▸ Supplied material:

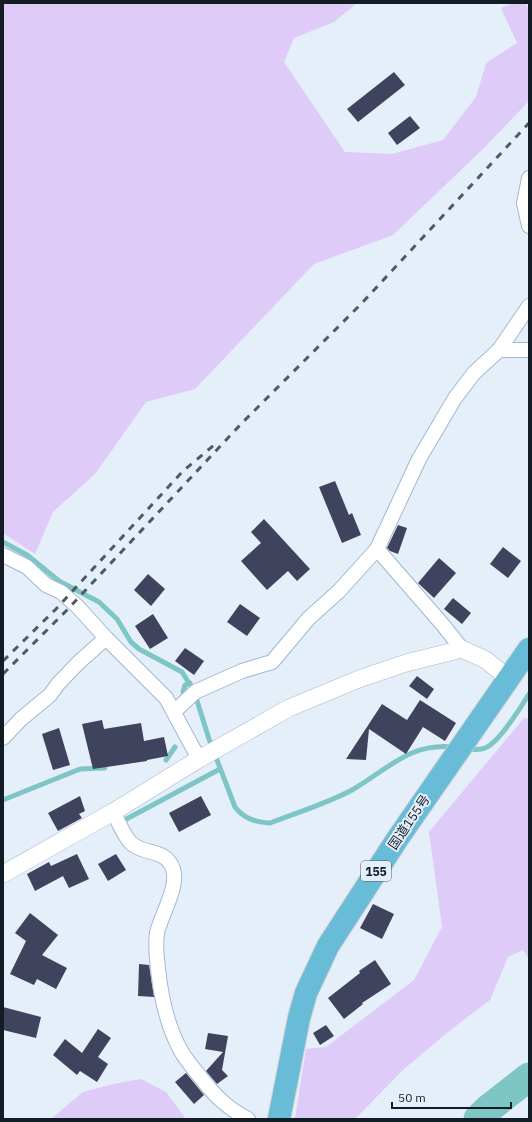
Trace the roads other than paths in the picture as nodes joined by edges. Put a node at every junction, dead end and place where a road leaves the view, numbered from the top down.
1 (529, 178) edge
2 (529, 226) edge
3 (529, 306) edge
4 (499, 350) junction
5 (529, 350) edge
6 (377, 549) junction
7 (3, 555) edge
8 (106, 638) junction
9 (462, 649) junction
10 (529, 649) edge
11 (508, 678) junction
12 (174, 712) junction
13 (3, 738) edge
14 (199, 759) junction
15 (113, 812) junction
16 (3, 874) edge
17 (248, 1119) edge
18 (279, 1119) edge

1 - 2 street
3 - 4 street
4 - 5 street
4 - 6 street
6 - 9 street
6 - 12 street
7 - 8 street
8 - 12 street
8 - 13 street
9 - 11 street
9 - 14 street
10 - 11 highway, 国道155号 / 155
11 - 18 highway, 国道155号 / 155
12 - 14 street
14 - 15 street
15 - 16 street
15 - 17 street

▸ About this exercise: Set the material down exactly, images excluded.

▸ Written answer:
Trace the roads other than paths in the picture as nodes joined by edges. Put a node at every junction, dead end and place where a road leaves the view, numbered from the top down.
1 (529, 178) edge
2 (529, 226) edge
3 (529, 306) edge
4 (499, 350) junction
5 (529, 350) edge
6 (377, 549) junction
7 (3, 555) edge
8 (106, 638) junction
9 (462, 649) junction
10 (529, 649) edge
11 (508, 678) junction
12 (174, 712) junction
13 (3, 738) edge
14 (199, 759) junction
15 (113, 812) junction
16 (3, 874) edge
17 (248, 1119) edge
18 (279, 1119) edge

1 - 2 street
3 - 4 street
4 - 5 street
4 - 6 street
6 - 9 street
6 - 12 street
7 - 8 street
8 - 12 street
8 - 13 street
9 - 11 street
9 - 14 street
10 - 11 highway, 国道155号 / 155
11 - 18 highway, 国道155号 / 155
12 - 14 street
14 - 15 street
15 - 16 street
15 - 17 street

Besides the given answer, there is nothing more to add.